Reduced interest rates should also boost consumer spending and stimulate economic expansion. Furthermore, there is optimism that the Trump administration will pass an economic stimulus bill, which could support tax cuts and provide additional demand for cruises.
Attractive risk/reward ratio
Based on its projected adjusted EPS of $1.33, Carnival's stock trades at a P/E ratio of 18, with profits poised to increase in the coming year due to robust pricing and booking trends, and a favorable economic environment. In addition, the company plans to add one to two ships per year on average, expanding its capacity and driving financial growth. The opening of Celebration Key in 2024, a new Bahamas destination, should contribute to increasing demand. Its competitors also see an optimistic outlook as industries tend to move together.
Given its guidance on adjusted earnings per share and improvement in financials, reduced interest expenses, and an upbeat macroeconomic outlook, Carnival stock appears well-positioned for future increases.
Despite Carnival's outstanding financial performance and positive outlook, the company's finance sector has not fully recovered, with its shares still significantly underperforming their pre-pandemic value.
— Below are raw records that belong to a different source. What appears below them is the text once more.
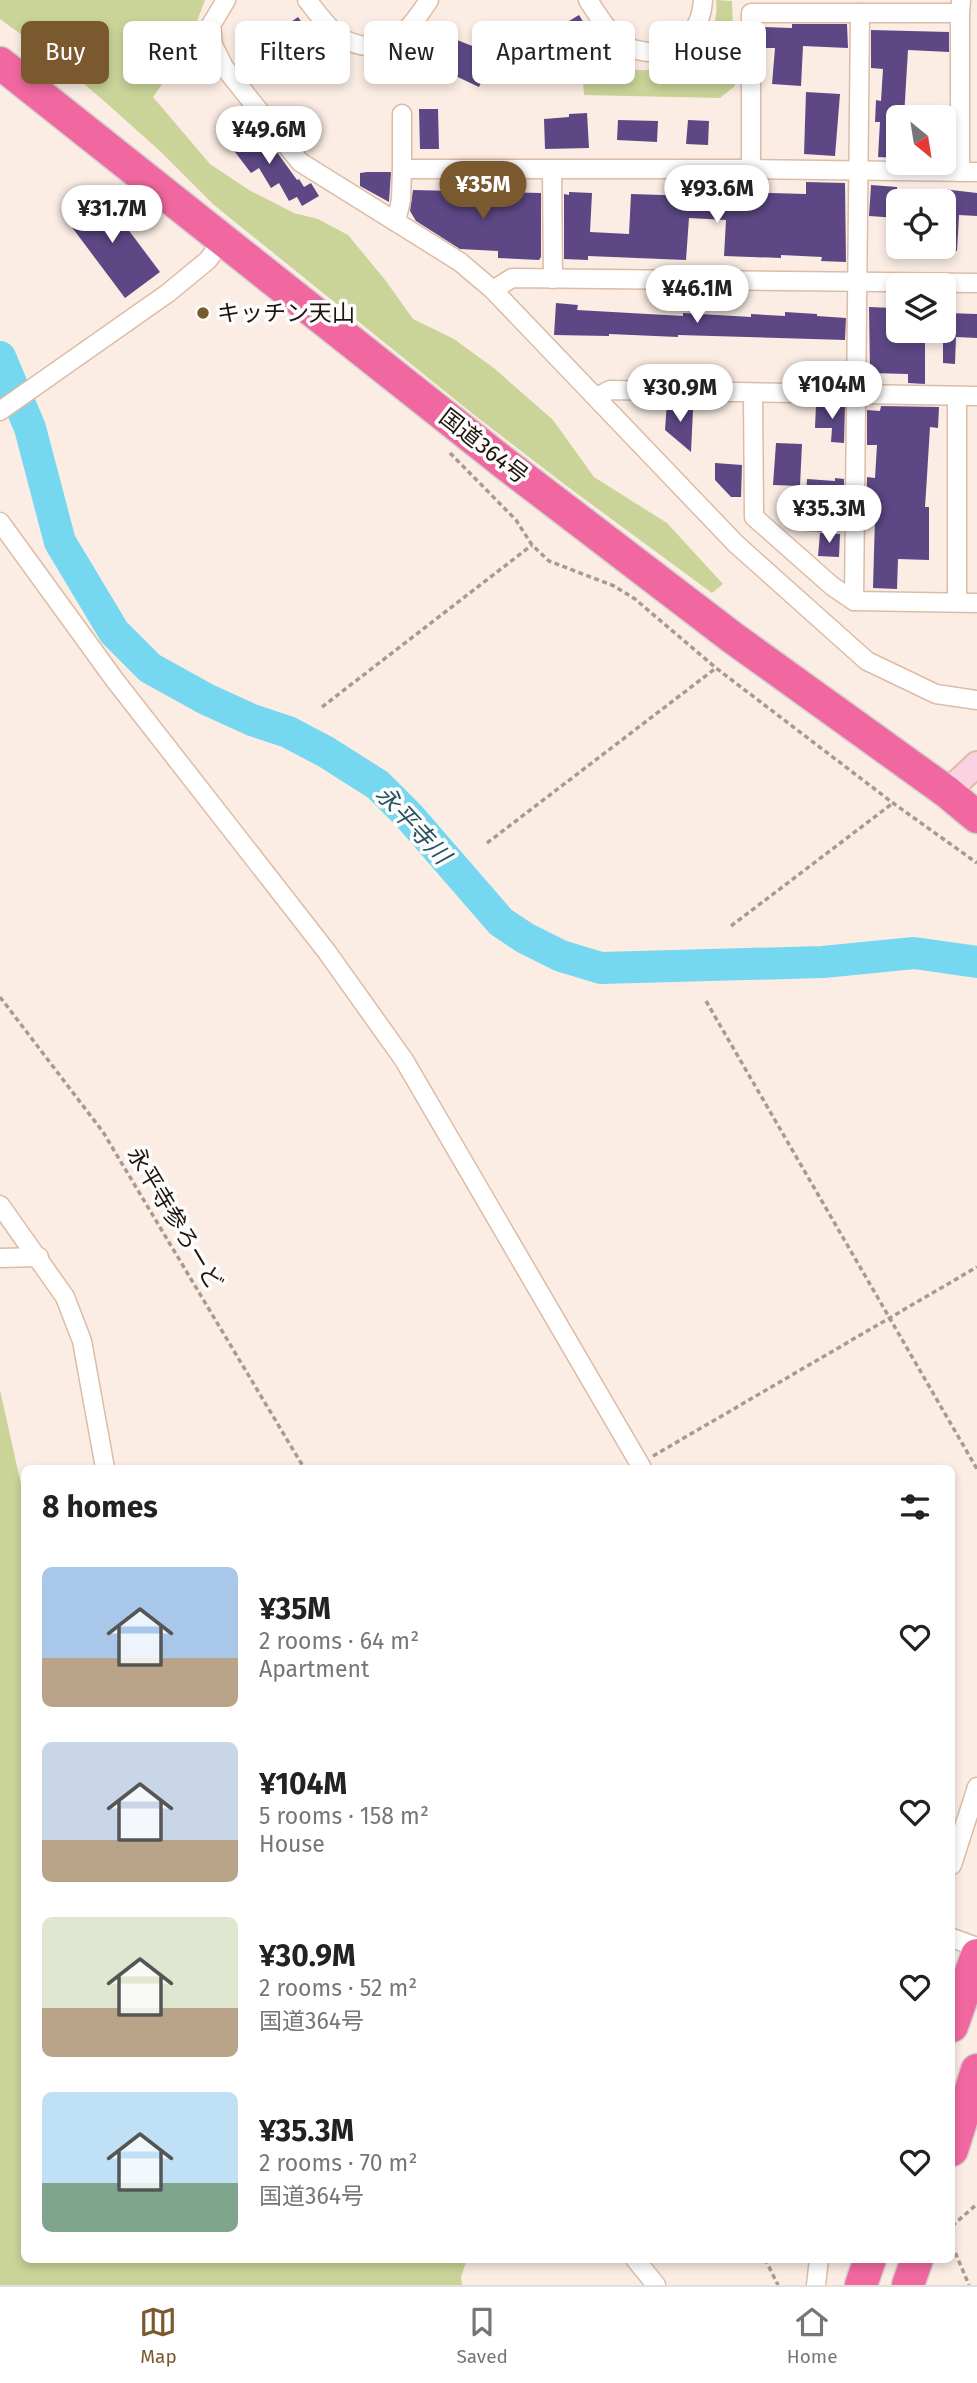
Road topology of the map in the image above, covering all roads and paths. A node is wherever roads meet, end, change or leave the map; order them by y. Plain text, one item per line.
1 (226, 0) edge
2 (307, 0) edge
3 (429, 0) edge
4 (588, 0) edge
5 (703, 0) edge
6 (961, 6) edge
7 (860, 13) junction
8 (5, 76) edge
9 (402, 114) dead end
10 (402, 169) junction
11 (552, 169) junction
12 (751, 169) junction
13 (858, 172) junction
14 (968, 172) edge
15 (397, 222) junction
16 (222, 241) junction
17 (553, 279) junction
18 (856, 281) junction
19 (977, 282) edge
20 (494, 290) junction
21 (752, 393) junction
22 (855, 394) junction
23 (957, 396) junction
24 (977, 396) edge
25 (597, 397) junction
26 (1, 410) edge
27 (444, 446) dead end
28 (0, 522) edge
29 (532, 545) junction
30 (854, 601) junction
31 (957, 602) junction
32 (977, 603) edge
33 (716, 668) junction
34 (977, 700) edge
35 (322, 707) dead end
36 (977, 764) edge
37 (947, 792) junction
38 (893, 803) junction
39 (977, 817) edge
40 (488, 843) dead end
41 (977, 863) edge
42 (731, 926) dead end
43 (0, 997) edge
44 (706, 1002) dead end
45 (0, 1205) edge
46 (39, 1257) junction
47 (0, 1258) edge
48 (977, 1266) edge
49 (888, 1317) junction
50 (104, 1465) edge
51 (302, 1465) edge
52 (639, 1465) edge
53 (642, 1465) edge
54 (977, 1469) edge
55 (977, 1787) edge
56 (955, 1856) edge
57 (955, 1939) edge
58 (977, 1947) edge
59 (977, 1955) edge
60 (955, 2017) edge
61 (977, 2070) edge
62 (955, 2140) edge
63 (977, 2204) edge
64 (955, 2223) edge
65 (955, 2252) edge
66 (638, 2263) edge
67 (767, 2263) edge
68 (819, 2263) edge
69 (869, 2263) edge
70 (915, 2263) edge
71 (656, 2285) edge
72 (778, 2285) edge
73 (816, 2285) edge
74 (861, 2285) edge
75 (908, 2285) edge
76 (969, 2285) edge

1 - 15 street
2 - 3 street
4 - 5 street
6 - 7 street
6 - 14 street
7 - 12 street
7 - 13 street
8 - 16 highway, 国道364号
9 - 10 street
10 - 11 street
10 - 15 street
11 - 12 street
11 - 17 street
12 - 13 street
13 - 14 street
13 - 18 street
15 - 20 street
16 - 26 street
16 - 37 highway, 国道364号
17 - 18 street
17 - 20 street
18 - 19 street
18 - 22 street
20 - 25 street
21 - 22 street
21 - 25 street
21 - 30 street
22 - 23 street
22 - 30 street
23 - 24 street
23 - 31 street
25 - 34 street
27 - 29 path
28 - 52 street
29 - 33 path
29 - 35 path
30 - 31 street
31 - 32 street
33 - 38 path
33 - 40 path
36 - 37 main road
37 - 39 highway, 国道364号
38 - 41 path
38 - 42 path
43 - 51 path, 永平寺参ろーど
44 - 49 path
45 - 46 street
46 - 47 street
46 - 50 street
48 - 49 path
49 - 53 path
49 - 54 path
55 - 56 street
57 - 58 street
59 - 60 highway
61 - 62 highway
63 - 64 path
65 - 76 path
66 - 71 street
67 - 72 path
68 - 73 street
69 - 74 highway
70 - 75 highway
Investors looking to capitalize on the cruise industry's resilience might find the current price of Carnival's stocks an attractive entry point for investing in this thriving sector.
As the cruise industry continues to bounce back post-pandemic, with major players doubling their returns and reporting record financial results, it presents a promising opportunity for investors looking to diversify their portfolios and capitalize on the industry's growth potential.